4 Cfr. S. Freud, Al di là del principio del piace­re. Opere, Boringhieri, Torino, vol. IX, p. 210.
5 C’era una volta in America, Op. cit., pp 43-45-60.
6 Cfr. P. Fraisse, Psychologie du temps, P.U.F.. Paris 1967, p. 102.
7 Cfr. P. Fraisse, Op. cit., p. 305.
8 C’era una volta in America, Op. cit., p. 88.
9 Cfr. F. Nietzsche, Il libro del filosofo, Edipo, trad. it. di M. Beer, Savelli, Roma 1978, p. 46.
10 Cfr. P. Fraisse, Op. cit., p. 305.
11 Intervista a Sergio Leone, in Storia illustra­ta del cinema western. Ed. Anthropos, Roma 1985.p. 11.
12 C’era una volta in America, Op. cit., p. 254.
13 C’era una volta in America, Op. cit., p. 313 (foto B).

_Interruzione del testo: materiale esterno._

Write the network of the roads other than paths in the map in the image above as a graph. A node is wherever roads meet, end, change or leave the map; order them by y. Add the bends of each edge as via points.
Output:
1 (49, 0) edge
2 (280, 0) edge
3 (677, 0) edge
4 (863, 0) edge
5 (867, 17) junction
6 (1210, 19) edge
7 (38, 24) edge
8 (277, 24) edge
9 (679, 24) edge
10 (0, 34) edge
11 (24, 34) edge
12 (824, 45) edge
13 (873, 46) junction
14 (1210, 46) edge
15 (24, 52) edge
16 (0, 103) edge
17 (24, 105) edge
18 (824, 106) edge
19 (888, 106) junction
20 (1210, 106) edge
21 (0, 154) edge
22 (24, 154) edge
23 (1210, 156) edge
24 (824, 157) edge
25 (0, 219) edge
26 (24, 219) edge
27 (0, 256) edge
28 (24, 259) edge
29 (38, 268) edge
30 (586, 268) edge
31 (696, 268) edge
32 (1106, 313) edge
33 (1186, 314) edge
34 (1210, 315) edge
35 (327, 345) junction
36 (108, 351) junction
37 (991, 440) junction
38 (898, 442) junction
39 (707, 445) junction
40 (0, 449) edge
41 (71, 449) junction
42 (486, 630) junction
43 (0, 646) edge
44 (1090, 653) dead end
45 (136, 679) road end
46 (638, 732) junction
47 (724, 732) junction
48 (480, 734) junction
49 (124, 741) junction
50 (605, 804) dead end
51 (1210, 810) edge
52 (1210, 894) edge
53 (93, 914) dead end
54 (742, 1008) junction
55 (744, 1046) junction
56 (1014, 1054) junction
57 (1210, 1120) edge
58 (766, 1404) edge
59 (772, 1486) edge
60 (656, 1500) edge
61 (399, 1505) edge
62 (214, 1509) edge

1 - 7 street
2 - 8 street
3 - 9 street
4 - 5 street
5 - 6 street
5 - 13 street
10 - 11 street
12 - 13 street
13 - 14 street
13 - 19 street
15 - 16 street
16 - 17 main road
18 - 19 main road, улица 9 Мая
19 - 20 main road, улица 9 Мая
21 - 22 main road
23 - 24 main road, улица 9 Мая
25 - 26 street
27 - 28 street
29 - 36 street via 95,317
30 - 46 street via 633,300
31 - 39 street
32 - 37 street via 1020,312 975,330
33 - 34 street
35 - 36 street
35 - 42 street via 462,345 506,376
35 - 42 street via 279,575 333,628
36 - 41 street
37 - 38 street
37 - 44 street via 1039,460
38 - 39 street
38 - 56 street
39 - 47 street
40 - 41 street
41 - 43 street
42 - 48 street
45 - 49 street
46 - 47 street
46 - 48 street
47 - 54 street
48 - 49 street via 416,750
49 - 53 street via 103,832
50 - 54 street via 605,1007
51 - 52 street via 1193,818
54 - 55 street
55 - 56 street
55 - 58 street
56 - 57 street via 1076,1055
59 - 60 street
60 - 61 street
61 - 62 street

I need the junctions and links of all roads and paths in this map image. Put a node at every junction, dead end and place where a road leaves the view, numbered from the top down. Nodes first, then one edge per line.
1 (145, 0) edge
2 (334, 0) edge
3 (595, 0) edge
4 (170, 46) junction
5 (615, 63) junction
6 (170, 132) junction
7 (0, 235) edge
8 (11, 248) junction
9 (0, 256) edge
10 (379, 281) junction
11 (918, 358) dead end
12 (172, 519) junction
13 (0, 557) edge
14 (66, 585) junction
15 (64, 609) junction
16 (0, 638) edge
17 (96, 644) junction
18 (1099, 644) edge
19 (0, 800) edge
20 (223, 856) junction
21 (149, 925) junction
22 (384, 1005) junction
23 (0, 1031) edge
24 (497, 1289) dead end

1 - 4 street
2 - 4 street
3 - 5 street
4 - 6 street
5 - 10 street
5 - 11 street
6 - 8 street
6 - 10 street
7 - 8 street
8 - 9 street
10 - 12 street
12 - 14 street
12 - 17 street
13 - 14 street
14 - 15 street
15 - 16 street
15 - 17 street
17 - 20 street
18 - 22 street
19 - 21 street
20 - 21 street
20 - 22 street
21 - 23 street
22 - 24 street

14 Cfr. P.A. Rovatti, “La declinazione della metafora in Heidegger”, in Filosofia 86, Later­za, Bari 1987, p. 64.
15 Cfr. P.A. Rovatti, Op. cit., p. 66.
16 C’era una volta in America, Op. cit.. p. 294-295.
17 Cfr. F. Nietzsche, Il libro del filosofo, Dall’estate 1873, Su verità e menzogna in tem­po extramorale, trad. it. di M. Beer, Savelli, Roma 1978, p. 89.